The string analyzer uses a partial evaluator to resolve simple obfuscated strings without running user code. It handles concatenation, character codes, slicing, `str.join`, `bytes.fromhex(...).decode()`, f-string assembly, and single-assignment variables.

The goal is to catch cases where code hides names such as `eval`, `exec`, or dangerous standard-library calls behind string construction.

### Suspicious standard-library usage: STDLIB001-STDLIB003

pydepgate flags standard-library calls that are unusual in startup vectors:

* process spawn through `os.system`, `subprocess.Popen`, `subprocess.run`, or `os.exec*`;
* network access through `urllib.request.urlopen`, `socket.socket`, or `http.client`;
* native code loading through `ctypes.CDLL` or `ctypes.WinDLL`.
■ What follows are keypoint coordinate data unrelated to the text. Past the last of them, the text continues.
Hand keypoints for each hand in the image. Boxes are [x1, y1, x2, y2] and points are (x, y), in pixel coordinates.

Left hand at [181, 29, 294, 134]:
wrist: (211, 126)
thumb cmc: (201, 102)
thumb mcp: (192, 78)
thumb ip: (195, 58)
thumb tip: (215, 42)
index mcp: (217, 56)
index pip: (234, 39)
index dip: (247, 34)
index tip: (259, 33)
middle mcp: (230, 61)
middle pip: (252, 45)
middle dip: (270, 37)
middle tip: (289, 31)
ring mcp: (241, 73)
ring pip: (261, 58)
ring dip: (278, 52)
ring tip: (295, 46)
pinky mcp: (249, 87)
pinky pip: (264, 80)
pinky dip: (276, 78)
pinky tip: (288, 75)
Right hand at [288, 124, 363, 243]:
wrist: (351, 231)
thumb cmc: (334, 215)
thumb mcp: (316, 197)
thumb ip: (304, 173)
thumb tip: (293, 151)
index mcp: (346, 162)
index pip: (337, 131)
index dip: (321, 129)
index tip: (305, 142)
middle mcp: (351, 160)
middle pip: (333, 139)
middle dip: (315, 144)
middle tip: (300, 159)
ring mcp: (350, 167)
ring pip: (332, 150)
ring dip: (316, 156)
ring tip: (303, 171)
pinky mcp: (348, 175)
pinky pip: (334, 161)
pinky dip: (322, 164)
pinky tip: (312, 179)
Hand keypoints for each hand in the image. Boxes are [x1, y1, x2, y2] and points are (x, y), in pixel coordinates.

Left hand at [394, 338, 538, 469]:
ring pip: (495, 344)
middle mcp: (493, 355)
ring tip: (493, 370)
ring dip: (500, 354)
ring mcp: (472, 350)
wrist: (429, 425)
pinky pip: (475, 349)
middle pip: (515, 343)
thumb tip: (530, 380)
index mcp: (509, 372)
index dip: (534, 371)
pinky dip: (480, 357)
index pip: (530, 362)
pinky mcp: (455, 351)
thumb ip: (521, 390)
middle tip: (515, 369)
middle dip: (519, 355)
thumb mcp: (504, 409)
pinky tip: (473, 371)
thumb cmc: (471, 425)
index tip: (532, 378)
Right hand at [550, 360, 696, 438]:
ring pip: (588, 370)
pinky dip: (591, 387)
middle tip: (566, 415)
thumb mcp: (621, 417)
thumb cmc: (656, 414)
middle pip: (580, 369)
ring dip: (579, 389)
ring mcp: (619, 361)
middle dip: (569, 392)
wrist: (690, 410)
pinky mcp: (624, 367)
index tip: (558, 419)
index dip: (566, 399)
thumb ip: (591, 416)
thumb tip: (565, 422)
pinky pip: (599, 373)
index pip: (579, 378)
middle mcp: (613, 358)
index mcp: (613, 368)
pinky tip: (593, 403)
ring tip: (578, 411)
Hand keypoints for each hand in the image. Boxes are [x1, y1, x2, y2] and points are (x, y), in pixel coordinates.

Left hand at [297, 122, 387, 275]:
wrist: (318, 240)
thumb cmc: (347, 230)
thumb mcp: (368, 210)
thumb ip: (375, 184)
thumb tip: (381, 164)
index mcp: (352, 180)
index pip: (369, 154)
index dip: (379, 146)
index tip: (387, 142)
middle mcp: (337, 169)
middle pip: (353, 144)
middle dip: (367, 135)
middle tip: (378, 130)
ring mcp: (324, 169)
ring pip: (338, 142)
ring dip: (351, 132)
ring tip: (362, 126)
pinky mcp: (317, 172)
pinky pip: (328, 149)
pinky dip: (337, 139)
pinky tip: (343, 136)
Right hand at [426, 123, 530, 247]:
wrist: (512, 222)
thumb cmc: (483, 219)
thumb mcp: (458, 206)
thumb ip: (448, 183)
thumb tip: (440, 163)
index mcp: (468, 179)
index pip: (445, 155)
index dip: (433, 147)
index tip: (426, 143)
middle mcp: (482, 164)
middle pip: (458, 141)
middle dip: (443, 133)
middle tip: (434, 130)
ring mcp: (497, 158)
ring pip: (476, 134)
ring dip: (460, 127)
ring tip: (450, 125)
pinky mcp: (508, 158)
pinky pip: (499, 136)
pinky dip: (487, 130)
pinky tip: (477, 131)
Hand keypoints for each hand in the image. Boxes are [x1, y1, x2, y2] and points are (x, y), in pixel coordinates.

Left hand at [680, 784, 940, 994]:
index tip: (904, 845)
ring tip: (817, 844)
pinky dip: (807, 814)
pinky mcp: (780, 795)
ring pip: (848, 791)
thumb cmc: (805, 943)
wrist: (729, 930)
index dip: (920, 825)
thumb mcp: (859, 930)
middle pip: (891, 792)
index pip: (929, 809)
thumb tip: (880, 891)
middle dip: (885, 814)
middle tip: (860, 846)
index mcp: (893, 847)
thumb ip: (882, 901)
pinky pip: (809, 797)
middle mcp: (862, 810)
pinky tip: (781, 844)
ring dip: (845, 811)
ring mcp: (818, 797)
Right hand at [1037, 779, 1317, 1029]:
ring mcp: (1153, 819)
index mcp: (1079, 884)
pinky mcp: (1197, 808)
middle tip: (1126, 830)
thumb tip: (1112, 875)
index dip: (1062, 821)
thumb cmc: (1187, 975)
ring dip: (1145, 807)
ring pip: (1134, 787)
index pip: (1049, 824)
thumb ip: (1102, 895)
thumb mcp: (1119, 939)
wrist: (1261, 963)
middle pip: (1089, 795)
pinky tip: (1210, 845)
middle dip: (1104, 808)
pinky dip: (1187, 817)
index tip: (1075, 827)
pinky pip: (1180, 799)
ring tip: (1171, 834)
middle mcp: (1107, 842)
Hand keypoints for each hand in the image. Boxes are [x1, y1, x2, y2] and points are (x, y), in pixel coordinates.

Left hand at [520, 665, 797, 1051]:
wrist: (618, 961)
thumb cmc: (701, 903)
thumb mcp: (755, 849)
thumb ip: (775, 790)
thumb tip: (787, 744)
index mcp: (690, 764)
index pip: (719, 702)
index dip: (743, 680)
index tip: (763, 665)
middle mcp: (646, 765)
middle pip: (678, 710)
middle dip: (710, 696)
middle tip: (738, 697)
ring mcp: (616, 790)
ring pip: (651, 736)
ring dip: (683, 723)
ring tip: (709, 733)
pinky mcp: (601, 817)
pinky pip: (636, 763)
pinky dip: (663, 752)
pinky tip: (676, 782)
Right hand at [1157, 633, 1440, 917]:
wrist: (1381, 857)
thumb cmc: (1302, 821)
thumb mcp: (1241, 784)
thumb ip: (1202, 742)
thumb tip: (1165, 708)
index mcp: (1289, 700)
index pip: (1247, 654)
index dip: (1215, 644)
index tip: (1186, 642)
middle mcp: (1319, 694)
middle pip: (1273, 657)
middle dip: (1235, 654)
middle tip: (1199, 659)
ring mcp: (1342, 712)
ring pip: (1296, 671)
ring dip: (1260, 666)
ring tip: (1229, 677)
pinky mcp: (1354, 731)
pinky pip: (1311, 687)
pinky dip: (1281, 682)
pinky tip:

The default rules promote these findings heavily when they appear in `setup.py` or `.pth` files.

### Code density: DENS001-DENS051

The density layer looks for patterns common in obfuscated or generated payloads: high-entropy strings, base64-looking literals, machine-generated identifiers, invisible Unicode characters, homoglyphs, disproportionate AST depth, deeply nested lambdas, byte-range integer arrays, high-entropy docstrings, and dynamic `__doc__` references passed to callables.

These signals are calibrated by file kind. A high-entropy base64 literal in a `.pth` file is much more suspicious than the same literal in an ordinary library file.

Complete signal details are in [docs/reference/signals.md](https://nuclear-treestump.github.io/pydepgate/reference/signals).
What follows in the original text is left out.